» Dataset entries
>>>

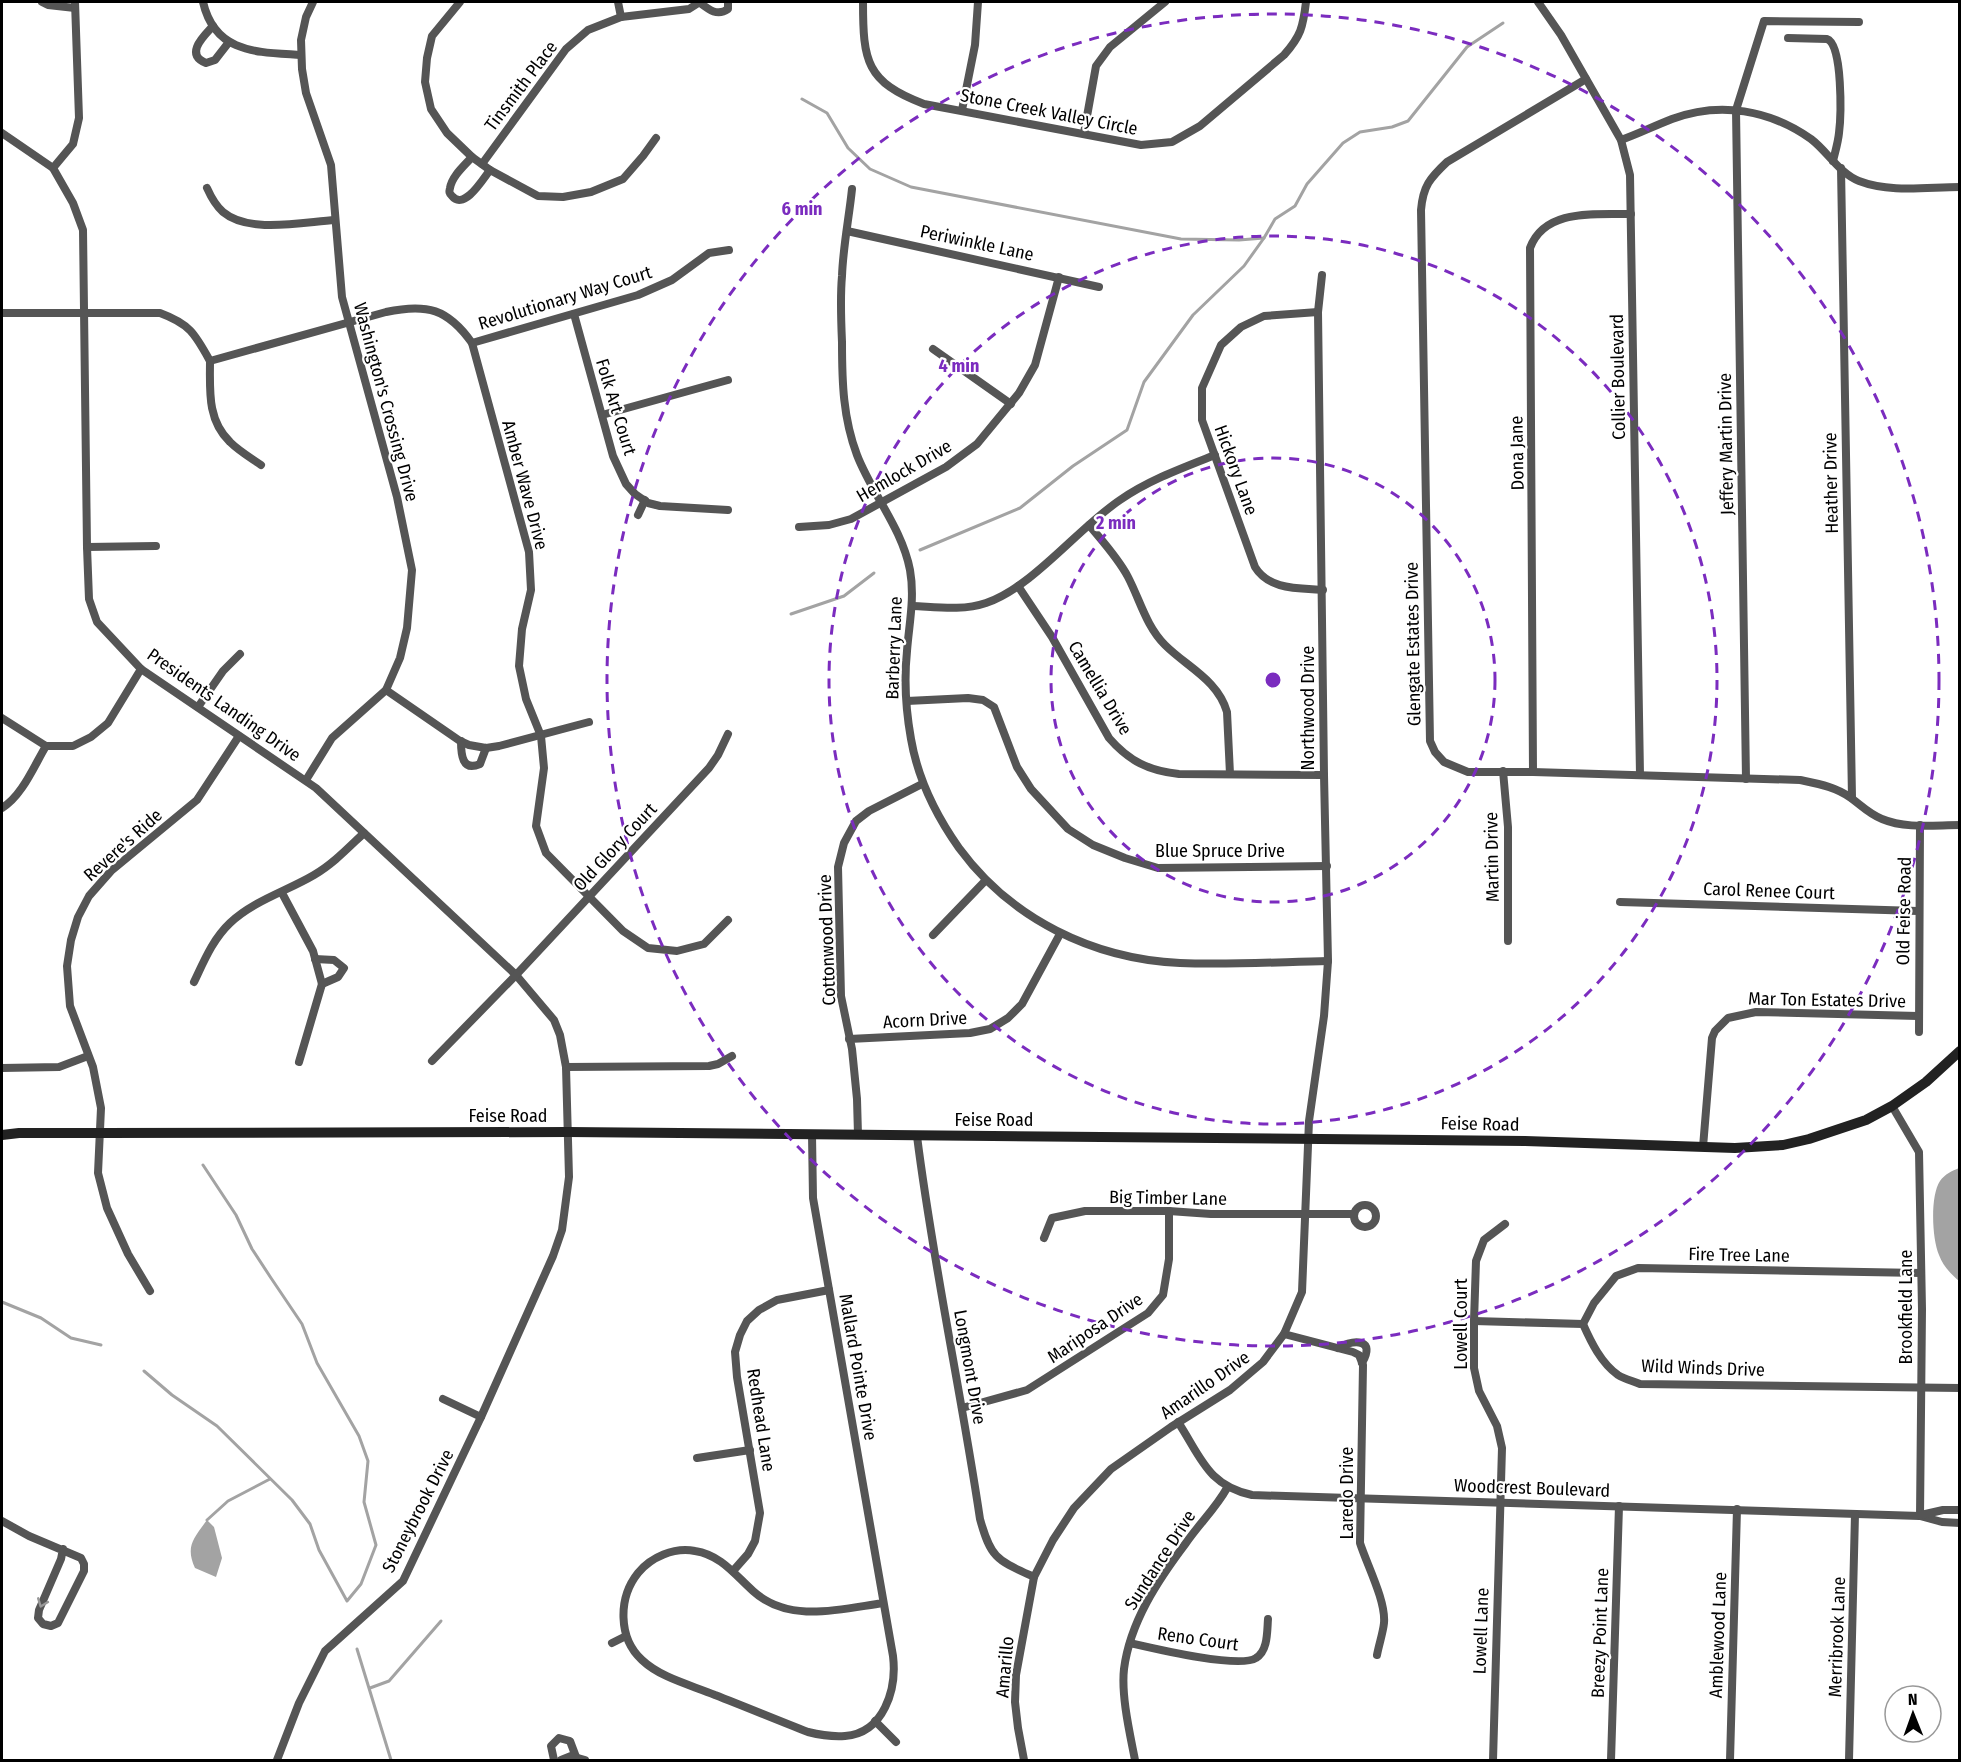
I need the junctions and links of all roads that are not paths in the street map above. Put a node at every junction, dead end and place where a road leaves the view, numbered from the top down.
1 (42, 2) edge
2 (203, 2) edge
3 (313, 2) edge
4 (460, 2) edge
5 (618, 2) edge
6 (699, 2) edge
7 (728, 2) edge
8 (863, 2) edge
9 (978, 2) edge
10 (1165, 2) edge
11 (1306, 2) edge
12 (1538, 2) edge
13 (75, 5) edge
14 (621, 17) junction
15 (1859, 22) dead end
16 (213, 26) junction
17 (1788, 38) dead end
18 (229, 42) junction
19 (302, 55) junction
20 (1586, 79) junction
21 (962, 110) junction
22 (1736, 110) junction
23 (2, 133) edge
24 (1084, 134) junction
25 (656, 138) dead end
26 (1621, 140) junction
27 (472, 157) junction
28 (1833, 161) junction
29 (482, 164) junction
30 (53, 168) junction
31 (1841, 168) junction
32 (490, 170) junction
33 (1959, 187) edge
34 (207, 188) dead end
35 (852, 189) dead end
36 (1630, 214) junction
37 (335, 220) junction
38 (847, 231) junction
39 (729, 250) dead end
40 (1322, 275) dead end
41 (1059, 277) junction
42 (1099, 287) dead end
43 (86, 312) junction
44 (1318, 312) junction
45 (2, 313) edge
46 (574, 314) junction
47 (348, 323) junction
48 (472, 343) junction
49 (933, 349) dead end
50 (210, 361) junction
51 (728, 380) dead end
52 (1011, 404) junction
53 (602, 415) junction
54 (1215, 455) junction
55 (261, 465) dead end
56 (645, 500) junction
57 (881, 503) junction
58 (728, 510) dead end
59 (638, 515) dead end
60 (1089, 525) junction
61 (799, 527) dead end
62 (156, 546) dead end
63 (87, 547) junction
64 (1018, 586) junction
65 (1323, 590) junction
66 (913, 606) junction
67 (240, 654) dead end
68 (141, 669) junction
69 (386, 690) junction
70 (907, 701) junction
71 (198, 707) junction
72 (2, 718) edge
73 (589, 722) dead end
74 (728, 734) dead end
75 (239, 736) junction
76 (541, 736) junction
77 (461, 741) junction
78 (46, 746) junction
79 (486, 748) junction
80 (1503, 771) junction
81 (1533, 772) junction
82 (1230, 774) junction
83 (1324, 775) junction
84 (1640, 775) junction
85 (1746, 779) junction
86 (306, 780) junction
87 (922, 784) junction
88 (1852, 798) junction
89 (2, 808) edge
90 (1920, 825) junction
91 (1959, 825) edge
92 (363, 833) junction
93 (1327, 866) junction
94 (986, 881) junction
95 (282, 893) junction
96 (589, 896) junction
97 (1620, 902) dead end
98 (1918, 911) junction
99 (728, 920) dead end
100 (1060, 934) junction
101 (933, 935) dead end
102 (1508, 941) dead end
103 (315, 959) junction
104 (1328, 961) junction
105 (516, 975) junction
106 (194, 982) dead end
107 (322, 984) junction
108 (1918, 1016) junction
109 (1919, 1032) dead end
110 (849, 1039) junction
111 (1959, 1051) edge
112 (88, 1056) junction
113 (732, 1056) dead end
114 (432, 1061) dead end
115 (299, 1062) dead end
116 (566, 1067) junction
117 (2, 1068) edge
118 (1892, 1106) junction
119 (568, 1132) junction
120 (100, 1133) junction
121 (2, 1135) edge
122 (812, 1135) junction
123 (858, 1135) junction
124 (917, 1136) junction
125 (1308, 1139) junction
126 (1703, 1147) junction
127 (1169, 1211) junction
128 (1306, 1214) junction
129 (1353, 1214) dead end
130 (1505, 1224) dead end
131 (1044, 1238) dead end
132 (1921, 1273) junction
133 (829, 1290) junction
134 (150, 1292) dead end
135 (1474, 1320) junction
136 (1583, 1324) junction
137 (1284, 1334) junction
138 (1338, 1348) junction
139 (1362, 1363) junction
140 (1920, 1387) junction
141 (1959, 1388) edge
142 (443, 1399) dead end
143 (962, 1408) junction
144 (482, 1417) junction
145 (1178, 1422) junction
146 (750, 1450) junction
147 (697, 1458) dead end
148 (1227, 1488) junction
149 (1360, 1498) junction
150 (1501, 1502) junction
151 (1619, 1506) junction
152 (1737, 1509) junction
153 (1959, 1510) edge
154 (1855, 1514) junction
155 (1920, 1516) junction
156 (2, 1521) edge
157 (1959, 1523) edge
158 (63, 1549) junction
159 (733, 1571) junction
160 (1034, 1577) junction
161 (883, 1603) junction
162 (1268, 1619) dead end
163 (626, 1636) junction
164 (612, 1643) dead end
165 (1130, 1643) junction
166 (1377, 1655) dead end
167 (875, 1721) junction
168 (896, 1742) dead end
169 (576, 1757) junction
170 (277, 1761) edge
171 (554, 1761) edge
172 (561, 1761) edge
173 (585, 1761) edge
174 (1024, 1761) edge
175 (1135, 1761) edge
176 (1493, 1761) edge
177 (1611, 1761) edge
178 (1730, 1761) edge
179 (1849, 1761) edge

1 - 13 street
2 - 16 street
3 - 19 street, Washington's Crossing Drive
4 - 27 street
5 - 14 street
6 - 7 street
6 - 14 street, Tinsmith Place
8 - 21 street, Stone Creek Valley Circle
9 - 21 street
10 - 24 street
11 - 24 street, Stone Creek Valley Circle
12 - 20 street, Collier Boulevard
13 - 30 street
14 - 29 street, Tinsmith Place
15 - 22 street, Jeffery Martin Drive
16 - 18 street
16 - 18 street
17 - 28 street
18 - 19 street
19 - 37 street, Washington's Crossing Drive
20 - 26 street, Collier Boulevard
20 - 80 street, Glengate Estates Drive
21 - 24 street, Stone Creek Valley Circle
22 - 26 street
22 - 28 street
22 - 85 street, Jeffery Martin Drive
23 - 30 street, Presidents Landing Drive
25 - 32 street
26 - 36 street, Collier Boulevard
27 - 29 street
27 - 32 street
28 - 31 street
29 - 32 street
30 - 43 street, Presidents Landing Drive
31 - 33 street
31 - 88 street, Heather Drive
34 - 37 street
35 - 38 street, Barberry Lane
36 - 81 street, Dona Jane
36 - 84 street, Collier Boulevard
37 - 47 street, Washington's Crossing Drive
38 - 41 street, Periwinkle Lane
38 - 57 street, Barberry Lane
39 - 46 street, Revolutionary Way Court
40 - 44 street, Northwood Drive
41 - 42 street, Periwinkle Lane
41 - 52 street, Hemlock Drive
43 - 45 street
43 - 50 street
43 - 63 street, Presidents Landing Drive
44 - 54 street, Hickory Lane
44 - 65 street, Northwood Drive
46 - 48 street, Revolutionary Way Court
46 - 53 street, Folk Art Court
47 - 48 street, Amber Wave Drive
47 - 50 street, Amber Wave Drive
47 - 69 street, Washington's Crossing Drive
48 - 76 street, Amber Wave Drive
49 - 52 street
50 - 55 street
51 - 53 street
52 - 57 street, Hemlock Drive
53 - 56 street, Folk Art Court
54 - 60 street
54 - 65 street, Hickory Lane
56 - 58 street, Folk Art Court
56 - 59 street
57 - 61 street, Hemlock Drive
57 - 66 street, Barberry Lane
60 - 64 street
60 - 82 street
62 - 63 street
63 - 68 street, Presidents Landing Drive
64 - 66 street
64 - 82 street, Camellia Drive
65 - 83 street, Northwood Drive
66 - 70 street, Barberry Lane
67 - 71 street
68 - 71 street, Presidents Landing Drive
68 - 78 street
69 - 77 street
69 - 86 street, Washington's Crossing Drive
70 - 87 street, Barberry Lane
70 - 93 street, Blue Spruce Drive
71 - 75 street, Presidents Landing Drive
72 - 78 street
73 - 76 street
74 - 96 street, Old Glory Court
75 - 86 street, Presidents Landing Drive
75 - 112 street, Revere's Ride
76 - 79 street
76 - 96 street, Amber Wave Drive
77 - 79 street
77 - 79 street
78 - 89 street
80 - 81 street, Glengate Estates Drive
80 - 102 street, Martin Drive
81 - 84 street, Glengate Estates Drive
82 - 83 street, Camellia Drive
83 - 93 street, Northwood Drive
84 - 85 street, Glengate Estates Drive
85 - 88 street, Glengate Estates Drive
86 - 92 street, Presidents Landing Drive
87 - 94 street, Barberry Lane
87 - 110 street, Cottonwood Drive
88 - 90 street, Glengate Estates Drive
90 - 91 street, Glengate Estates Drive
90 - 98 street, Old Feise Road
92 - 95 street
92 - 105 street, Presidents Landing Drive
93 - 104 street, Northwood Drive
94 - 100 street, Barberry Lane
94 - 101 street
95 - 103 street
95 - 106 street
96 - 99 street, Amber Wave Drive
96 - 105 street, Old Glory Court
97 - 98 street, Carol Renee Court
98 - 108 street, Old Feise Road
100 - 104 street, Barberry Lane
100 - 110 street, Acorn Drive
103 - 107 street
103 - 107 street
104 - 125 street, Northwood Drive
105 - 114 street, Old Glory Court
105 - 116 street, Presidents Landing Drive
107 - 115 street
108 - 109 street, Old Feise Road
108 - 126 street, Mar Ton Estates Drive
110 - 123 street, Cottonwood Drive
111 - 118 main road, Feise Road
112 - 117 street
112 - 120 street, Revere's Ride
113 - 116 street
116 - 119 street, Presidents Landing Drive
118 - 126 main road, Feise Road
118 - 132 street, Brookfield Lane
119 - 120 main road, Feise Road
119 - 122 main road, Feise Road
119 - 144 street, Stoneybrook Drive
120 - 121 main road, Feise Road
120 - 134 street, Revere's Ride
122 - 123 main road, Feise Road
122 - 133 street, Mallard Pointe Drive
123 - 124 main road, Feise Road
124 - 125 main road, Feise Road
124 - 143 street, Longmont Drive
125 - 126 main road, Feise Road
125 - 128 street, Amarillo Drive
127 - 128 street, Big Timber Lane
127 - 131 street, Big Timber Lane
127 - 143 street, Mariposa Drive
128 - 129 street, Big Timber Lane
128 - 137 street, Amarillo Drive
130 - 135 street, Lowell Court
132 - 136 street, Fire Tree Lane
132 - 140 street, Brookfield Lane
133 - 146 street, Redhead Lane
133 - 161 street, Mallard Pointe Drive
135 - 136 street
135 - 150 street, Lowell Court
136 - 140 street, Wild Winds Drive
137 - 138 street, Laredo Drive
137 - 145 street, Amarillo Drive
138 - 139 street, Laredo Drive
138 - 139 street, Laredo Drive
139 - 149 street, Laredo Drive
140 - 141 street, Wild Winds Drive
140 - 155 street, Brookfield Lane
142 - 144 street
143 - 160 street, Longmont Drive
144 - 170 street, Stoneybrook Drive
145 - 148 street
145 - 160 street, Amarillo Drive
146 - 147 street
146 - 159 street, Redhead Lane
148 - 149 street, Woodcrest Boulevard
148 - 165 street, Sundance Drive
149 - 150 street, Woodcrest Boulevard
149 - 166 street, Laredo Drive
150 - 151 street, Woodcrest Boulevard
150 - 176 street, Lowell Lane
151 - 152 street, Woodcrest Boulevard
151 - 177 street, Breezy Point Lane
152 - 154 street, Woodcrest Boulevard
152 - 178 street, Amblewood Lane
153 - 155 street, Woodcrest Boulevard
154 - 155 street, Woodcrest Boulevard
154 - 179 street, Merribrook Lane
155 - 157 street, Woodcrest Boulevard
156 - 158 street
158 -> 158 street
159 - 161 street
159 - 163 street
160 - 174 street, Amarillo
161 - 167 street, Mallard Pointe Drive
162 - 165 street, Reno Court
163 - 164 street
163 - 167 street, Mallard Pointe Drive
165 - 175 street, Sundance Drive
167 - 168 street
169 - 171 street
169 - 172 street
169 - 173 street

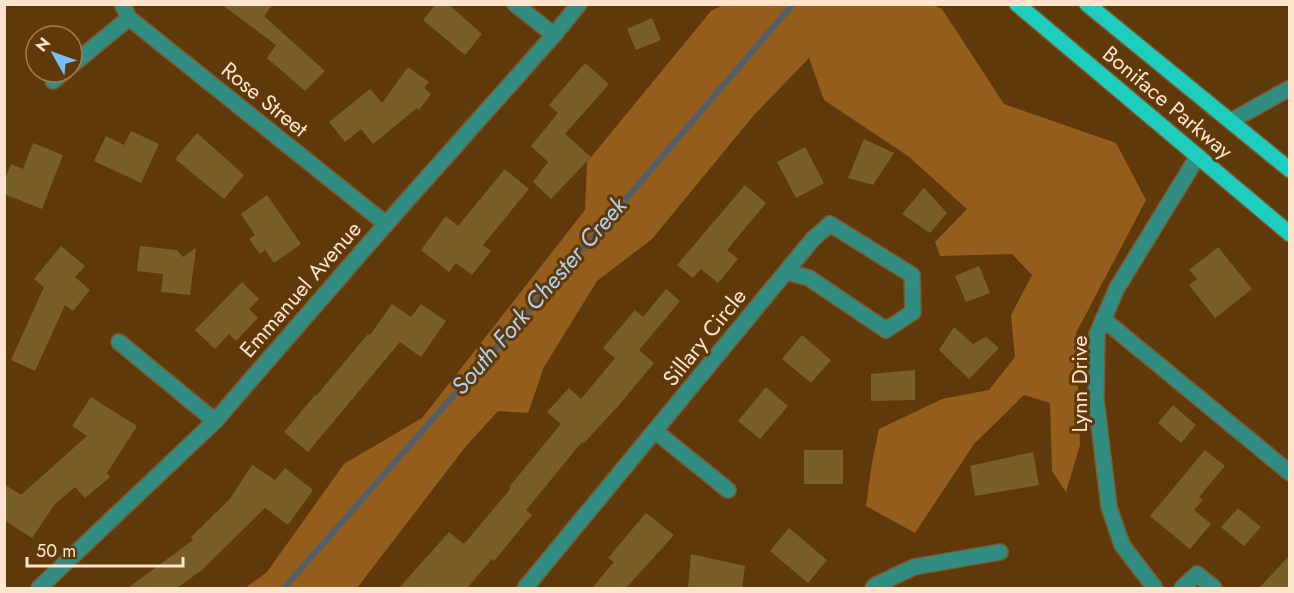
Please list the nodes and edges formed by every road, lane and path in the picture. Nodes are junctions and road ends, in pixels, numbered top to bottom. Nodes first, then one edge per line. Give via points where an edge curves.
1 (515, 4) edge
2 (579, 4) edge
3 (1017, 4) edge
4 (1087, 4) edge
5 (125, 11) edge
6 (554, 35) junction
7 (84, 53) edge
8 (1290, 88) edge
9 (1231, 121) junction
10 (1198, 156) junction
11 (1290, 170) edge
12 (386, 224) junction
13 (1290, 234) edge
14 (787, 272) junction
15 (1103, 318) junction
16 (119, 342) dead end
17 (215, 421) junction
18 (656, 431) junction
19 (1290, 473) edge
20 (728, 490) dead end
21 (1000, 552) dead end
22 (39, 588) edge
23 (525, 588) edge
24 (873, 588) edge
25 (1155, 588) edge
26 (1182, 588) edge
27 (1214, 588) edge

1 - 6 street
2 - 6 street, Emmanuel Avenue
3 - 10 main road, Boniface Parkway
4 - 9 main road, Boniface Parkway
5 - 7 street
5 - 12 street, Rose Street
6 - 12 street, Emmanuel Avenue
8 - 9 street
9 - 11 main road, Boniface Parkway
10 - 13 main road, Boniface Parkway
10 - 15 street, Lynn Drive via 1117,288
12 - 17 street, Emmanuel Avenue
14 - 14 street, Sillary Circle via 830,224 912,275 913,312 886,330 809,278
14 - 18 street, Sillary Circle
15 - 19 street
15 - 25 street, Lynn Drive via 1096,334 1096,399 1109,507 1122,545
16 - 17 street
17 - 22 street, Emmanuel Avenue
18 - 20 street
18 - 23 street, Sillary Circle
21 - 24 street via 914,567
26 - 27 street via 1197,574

<<<

» EXERCISE INSTRUCTIONS
Within the data above, count the lines that contain the string "Folk"; the reply is the number alone.

» SOLUTION FOR THIS PROBLEM
3